EL DIVAN

Representaciones de un mundo urbano: el metro de la Ciudad de México

El diván. Maestro Alejandro Quijano
El diván. / Maestro Alejandro Quijano
El metro representa al mundo chilango en sus prácticas e imágenes, en sus sonidos, y hasta en sus olores. En sus sueños e historias, en las voces que lo cuentan y que lo cantan, está grabada la vida de la Ciudad de México.
Representaciones de un mundo urbano: el metro de la Ciudad de México


Adiós mi linda Tacuba,

bella tierra tan risueña,

ya me voy de tu Legaria,

tu Marina y tu Pensil.

Ya me voy, me lleva el metro por un peso hasta Tasqueña;

si en dos horas no regreso

guárdame una tumba aquí.

Chava Flores

En los espacios se tejen historias, son representaciones del modo de vida de quienes los habitan, manifiestan su historicidad y generan identidades. Pocos espacios urbanos son tan representativos en la Ciudad de México como el Metro. El sistema de transporte colectivo más eficiente de la ciudad cumple 52 años, fue inaugurado el 4 de septiembre de 1969 por el entonces presidente Gustavo Díaz Ordaz, a quien se le recuerda como el perpetrador de la matanza de 1968 y que en su afán por la modernización echó a andar la primera línea del metro a la que se fueron agregando once más.

El metro es una red que teje la ciudad y conecta todos sus espacios. En sus terminales están los puntos de salida a la zona metropolitana y más allá: desde el nuevo cablebús, hasta el transporte suburbano, pasando por el Metrobús y el tren ligero, la red de movilidad que forja, permite recorrer y señalar el dónde y el qué en la ciudad, es el símbolo de sus prácticas y contradicciones. Con tan sólo cinco pesos—el equivalente a 0.21 euros—es posible atravesar la ciudad de norte a sur y de este a oeste. Las clases altas de la Ciudad desprecian al metro como el espacio de las clases populares, un mundo que les resulta ajeno y atemorizante.
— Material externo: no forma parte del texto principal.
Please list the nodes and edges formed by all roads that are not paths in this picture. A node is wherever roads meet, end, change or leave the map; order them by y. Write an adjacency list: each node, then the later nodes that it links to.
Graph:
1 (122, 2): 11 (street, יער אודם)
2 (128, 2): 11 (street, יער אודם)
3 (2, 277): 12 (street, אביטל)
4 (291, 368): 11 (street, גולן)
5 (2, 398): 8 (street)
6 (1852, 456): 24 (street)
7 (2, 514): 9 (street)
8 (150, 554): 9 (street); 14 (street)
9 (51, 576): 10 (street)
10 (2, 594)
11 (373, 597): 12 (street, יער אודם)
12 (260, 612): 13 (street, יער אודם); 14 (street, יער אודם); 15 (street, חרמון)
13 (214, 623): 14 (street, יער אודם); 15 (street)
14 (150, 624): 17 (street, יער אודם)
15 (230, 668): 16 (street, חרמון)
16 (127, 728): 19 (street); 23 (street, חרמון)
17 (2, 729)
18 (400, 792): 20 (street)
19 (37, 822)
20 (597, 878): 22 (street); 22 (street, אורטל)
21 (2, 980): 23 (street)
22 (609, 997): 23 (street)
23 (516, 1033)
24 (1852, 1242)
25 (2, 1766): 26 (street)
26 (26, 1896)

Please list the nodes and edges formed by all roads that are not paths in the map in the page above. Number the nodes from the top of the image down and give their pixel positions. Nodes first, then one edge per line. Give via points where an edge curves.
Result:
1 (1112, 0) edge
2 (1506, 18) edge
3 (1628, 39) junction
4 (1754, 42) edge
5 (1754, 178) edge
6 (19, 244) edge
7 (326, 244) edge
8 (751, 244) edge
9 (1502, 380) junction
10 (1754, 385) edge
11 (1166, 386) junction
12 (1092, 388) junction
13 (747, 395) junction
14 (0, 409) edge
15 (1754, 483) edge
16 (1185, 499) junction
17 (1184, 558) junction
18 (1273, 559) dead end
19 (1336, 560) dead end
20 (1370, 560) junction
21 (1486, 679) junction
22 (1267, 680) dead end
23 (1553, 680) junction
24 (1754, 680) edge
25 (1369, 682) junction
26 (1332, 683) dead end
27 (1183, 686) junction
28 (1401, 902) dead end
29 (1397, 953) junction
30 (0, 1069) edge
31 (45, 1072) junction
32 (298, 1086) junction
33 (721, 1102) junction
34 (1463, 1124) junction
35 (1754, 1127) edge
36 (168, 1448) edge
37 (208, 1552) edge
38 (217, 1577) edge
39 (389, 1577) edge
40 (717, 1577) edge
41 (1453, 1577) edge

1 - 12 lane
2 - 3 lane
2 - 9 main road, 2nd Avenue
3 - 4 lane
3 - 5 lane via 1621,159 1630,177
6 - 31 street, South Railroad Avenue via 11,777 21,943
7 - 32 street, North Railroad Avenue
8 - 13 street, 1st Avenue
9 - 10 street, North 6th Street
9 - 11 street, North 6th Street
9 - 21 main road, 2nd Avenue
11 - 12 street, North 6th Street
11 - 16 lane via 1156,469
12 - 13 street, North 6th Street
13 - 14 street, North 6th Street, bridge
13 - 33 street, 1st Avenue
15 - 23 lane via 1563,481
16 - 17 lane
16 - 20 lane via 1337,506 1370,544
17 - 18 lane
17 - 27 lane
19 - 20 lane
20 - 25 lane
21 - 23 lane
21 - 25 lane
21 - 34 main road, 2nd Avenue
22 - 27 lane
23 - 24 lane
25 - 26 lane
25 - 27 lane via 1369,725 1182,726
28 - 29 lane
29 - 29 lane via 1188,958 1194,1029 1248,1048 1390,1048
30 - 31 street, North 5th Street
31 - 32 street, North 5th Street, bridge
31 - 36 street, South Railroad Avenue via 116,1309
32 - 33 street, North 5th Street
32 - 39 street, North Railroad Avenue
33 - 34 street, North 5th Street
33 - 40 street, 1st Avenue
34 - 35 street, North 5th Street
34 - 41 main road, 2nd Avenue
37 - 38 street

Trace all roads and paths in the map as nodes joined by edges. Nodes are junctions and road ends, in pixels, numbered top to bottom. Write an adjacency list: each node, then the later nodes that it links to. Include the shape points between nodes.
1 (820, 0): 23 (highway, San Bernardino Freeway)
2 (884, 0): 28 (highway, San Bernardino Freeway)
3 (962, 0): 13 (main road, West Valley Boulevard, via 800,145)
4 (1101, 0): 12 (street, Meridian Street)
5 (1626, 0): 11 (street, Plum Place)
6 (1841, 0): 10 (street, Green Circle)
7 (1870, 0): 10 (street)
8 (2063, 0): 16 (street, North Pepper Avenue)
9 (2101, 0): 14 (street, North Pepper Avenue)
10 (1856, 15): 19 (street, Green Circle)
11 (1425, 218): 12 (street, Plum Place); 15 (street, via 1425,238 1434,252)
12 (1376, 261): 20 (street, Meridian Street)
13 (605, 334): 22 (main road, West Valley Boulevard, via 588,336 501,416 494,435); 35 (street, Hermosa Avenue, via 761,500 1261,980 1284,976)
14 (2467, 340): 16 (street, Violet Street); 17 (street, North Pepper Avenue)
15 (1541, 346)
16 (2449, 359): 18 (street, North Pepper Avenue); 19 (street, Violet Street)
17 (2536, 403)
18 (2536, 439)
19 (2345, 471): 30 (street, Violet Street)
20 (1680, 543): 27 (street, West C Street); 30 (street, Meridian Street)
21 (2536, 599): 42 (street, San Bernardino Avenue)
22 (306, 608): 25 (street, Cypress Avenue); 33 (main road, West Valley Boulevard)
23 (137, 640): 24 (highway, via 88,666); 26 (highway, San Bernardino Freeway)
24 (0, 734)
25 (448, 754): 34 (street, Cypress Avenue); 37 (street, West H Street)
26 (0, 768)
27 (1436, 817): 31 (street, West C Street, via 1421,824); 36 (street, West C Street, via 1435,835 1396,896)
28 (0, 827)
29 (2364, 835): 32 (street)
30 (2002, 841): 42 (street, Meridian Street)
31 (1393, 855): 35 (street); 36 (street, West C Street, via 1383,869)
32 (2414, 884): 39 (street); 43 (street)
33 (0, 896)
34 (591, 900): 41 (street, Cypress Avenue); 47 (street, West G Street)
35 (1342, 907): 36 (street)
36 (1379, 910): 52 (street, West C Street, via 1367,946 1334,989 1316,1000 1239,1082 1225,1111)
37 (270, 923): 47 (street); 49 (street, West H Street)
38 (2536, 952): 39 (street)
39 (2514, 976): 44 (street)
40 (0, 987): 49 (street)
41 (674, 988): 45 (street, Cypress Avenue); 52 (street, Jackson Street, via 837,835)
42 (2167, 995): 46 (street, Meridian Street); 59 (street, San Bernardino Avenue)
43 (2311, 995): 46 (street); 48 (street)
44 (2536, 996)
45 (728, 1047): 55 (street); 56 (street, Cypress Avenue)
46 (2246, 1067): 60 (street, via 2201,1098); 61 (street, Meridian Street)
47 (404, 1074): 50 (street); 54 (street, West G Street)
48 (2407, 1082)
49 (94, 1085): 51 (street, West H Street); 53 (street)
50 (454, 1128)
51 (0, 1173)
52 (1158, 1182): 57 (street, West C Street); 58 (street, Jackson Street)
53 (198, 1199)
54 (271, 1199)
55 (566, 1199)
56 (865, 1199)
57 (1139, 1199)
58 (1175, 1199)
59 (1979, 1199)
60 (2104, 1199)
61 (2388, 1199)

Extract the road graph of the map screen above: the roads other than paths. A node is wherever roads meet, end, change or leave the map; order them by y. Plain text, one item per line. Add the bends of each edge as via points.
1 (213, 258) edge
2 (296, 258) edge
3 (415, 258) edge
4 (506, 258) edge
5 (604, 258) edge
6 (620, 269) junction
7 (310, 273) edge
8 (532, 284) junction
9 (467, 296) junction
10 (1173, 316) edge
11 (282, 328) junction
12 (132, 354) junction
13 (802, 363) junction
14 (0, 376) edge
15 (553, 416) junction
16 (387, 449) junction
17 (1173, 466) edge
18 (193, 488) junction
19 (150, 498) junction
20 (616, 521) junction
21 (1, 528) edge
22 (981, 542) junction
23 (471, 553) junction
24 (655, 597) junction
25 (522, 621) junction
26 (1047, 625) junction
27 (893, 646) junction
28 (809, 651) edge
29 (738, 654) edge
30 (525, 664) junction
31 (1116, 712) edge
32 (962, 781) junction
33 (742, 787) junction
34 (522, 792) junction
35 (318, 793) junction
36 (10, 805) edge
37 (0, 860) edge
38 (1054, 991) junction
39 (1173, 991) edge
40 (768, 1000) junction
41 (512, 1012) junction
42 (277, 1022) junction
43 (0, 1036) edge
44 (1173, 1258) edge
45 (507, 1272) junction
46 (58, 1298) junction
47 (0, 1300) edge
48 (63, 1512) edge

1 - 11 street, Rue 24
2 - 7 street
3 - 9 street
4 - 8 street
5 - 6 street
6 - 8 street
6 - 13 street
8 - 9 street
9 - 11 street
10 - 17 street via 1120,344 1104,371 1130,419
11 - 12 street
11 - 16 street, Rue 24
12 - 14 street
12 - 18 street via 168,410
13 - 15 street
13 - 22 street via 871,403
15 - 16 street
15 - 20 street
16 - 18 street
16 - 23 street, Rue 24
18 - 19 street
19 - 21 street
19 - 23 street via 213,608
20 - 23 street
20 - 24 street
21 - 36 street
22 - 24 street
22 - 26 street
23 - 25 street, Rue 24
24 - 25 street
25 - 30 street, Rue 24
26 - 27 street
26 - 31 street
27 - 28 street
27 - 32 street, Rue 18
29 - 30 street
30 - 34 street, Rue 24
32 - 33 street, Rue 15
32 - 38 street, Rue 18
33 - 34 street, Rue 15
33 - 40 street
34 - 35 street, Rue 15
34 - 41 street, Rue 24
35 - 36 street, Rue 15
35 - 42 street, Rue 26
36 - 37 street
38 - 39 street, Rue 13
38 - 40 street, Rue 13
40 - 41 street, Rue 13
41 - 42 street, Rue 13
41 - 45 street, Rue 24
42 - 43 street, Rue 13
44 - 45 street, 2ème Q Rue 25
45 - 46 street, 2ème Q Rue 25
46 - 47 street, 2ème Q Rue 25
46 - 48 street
Sin embargo, dentro de sus vagones convergen diversos estratos sociales y tribus urbanas, el metro es democrático y trata a todos por igual.

estaciones de metro, colores y símbolos

La Ciudad de México bien podría dividirse en líneas y estaciones de metro. Los ideogramas que representan cada una de sus estaciones, han sido reconocidos internacionalmente a consecuencia de la facilidad con que permiten identificar lugares incluso a quienes no saben leer y escribir, recordemos que, en su surgimiento, el número de analfabetas en México era mucho mayor. Los colores y los símbolos conectan las historias de una urbanidad casi onírica, testificando la transformación de su urbanidad, su crecimiento demográfico, el incremento de la violencia, la agudización de la desigualdad económica, las contradicciones entre las zonas medias y populares. La estación Polanco, con sus escaleras lúdicas que tocan melodías como un piano gigante, difiere por completo de la estación Pantitlán, que llega a la zona oriente de la ciudad, una de las más marginadas históricamente y desde donde entra y sale la fuerza obrera que nutre el corazón y sur de la ciudad.

Su potencial político es todavía mayor, rebasa por completo los límites del poder cotidiano. Tal es su importancia, que cualquier político en campaña viaja en metro y se toma la ineludible foto para los medios, una simple búsqueda en la web arrojará a los expresidentes de la nación en algún vagón, a candidatos estatales y presidenciales, al canciller mexicano e incluso al actual presidente de México, Andrés Manuel López Obrador. No es casual: reconocer el entramado urbano es también conectar con la clases trabajadoras y medias, puesto que representa un parteaguas para la economía y la interacción social.  Las grandes manifestaciones subversivas también viajan en metro: cada 2 de octubre el zócalo es punto de llegada de los contingentes que se dirigen a la marcha más grande del año, y ésta es sólo una de ellas, pues es lugar en resistencia, simboliza lucha, trabajo y supervivencia.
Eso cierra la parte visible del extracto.